Уайльд и его душа
Когда говоришь об Уайльде, сталкиваешься с рядом довольно занятных предрассудков. Это заметил еще Владимир Набоков, сказавший, что эстетизм Уайльда со временем совершенно перестал восприниматься, остались только сентиментальность и довольно забавный старомодный морализм, хотя вот уж в чем Уайльда труднее всего заподозрить.
Думаю, главный парадокс Уайльда заключается в том, что его время пришло только сейчас. Ответ на вопрос, почему так вышло, дает его очень недурное эссе «Душа человека при социализме» (1891), совершенно сегодня забытое. В этом эссе есть чрезвычайно важные прозрения. Уайльд понимал социализм весьма своеобразно: как царство изобилия, равных возможностей, экономической независимости, упразднения собственности. Собственность, считал он, это проклятие, потому что ее необходимо постоянно приобретать, о ней заботиться, а человек рожден творить.
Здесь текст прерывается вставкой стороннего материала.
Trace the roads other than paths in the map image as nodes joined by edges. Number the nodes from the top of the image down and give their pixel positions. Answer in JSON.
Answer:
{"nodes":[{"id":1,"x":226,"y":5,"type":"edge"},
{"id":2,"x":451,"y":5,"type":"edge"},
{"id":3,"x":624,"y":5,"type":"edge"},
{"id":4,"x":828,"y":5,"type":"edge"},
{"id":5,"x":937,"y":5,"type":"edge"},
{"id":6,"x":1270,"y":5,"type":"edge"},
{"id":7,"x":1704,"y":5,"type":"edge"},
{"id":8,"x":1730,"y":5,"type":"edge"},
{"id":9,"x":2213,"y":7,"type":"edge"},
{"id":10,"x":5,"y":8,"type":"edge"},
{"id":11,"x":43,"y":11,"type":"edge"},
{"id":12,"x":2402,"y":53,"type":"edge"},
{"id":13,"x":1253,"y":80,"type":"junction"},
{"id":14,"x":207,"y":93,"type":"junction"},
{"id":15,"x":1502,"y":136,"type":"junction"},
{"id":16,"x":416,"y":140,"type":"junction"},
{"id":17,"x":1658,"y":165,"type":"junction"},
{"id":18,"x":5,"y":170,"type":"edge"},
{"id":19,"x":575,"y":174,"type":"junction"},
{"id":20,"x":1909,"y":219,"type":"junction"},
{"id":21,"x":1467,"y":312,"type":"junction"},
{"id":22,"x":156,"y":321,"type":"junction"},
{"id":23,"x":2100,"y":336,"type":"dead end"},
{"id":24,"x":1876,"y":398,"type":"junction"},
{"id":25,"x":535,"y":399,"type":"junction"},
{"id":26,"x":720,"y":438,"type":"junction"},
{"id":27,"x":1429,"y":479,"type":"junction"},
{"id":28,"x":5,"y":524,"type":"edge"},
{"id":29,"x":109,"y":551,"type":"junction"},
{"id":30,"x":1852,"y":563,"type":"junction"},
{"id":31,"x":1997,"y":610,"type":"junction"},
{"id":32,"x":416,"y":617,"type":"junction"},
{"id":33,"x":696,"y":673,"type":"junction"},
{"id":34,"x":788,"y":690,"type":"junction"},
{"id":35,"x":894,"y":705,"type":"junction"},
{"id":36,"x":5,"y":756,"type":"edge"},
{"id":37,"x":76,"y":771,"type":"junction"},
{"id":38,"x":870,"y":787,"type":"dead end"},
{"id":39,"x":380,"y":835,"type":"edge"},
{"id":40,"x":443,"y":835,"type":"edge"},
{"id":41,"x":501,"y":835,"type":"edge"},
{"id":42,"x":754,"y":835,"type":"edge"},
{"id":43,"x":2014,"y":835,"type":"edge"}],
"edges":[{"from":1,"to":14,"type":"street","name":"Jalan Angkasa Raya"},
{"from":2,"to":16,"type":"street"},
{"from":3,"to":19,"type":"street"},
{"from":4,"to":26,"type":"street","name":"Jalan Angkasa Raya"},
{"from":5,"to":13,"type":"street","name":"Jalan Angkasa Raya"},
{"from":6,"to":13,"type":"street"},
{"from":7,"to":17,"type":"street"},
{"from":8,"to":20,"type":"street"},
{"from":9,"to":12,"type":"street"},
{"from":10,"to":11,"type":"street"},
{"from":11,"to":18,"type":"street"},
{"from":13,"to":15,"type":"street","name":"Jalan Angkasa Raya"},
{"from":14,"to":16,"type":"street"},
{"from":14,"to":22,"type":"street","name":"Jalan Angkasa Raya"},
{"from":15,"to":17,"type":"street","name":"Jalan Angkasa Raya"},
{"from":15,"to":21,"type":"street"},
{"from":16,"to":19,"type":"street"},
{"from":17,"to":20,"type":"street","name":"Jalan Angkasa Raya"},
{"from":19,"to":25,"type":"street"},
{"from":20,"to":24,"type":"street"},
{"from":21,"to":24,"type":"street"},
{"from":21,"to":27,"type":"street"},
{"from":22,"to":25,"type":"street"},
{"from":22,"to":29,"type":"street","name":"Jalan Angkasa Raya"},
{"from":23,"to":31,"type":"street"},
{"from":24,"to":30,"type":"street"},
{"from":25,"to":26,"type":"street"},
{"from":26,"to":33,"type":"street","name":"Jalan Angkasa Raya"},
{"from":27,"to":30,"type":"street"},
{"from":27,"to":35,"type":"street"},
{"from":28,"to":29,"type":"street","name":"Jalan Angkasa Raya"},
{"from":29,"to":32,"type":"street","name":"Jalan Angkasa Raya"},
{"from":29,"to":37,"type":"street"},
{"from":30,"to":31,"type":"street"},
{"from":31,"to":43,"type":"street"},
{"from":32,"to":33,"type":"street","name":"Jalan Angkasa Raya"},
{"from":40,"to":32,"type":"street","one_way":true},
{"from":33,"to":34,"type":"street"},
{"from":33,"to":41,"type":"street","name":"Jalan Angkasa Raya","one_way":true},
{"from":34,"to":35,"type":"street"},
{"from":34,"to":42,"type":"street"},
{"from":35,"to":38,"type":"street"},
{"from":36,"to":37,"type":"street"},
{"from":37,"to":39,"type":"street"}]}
Он даже вывел такую формулу: «…прошлое есть то, куда не следует возвращаться. Настоящее – то, где оставаться не до́лжно. Будущее – вот обитель художника»[28]. Формула эта довольно близко корреспондируется с известной мыслью Ницше, что человек есть то, что должно быть преодолено.
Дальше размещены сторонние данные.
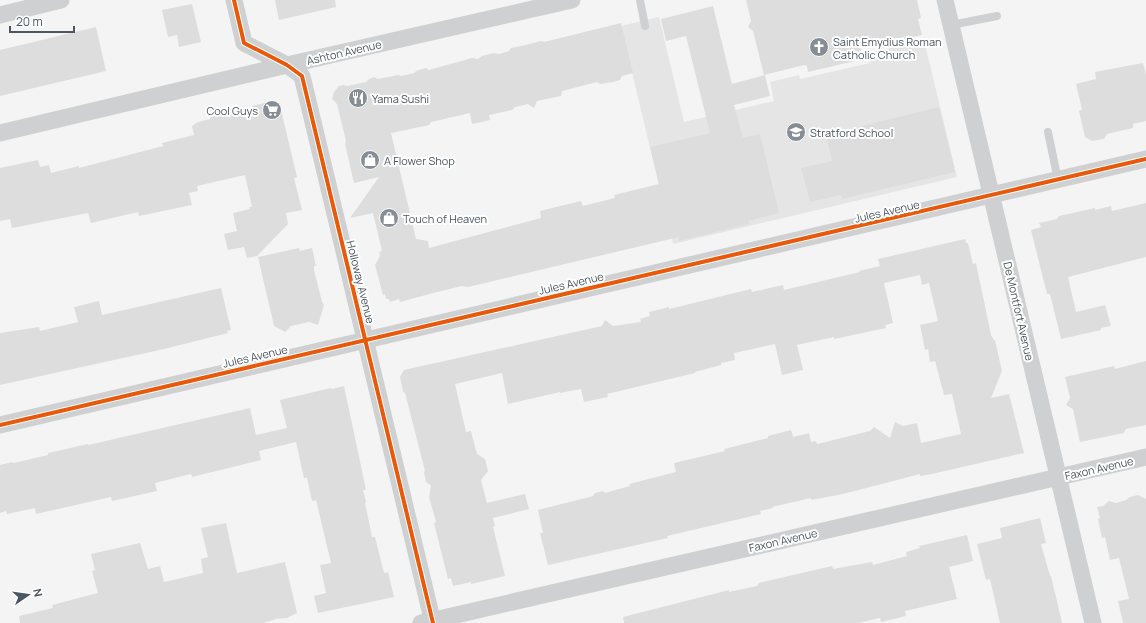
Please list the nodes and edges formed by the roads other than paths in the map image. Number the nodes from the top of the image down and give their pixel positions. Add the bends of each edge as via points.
1 (61, 0) edge
2 (234, 0) edge
3 (572, 0) edge
4 (640, 0) edge
5 (945, 0) edge
6 (0, 14) edge
7 (997, 16) dead end
8 (951, 25) junction
9 (645, 26) dead end
10 (287, 65) junction
11 (1048, 132) dead end
12 (0, 133) edge
13 (1146, 159) edge
14 (1058, 180) junction
15 (992, 196) junction
16 (366, 340) junction
17 (0, 425) edge
18 (1146, 457) edge
19 (1058, 477) junction
20 (429, 622) edge
21 (1093, 623) edge

1 - 6 street
2 - 10 street, Holloway Avenue via 244,43
3 - 10 street, Ashton Avenue
4 - 9 lane
5 - 8 street, De Montfort Avenue
7 - 8 lane
8 - 15 street, De Montfort Avenue
10 - 12 street, Ashton Avenue
10 - 16 street, Holloway Avenue via 302,76
11 - 14 lane
13 - 14 street, Jules Avenue
14 - 15 street, Jules Avenue
15 - 16 street, Jules Avenue
15 - 19 street, De Montfort Avenue
16 - 17 street, Jules Avenue
16 - 20 street, Holloway Avenue
18 - 19 street, Faxon Avenue
19 - 20 street, Faxon Avenue
19 - 21 street, De Montfort Avenue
Чем же будет заниматься человек при социализме? Здесь Уайльд удивительно радикален. Все привыкли, что он не мыслитель, что его парадоксы, как говорил большой его любитель и пропагандист Корней Иванович Чуковский, – это общие места навыворот: «Всё навыворот, всё наоборот в этом перевернутом мире, не только образы или сюжеты, но и мысли». А между тем Горький защищал Уайльда от этого упрека и говорил, что в этих общих местах содержится блистательная жизненная программа.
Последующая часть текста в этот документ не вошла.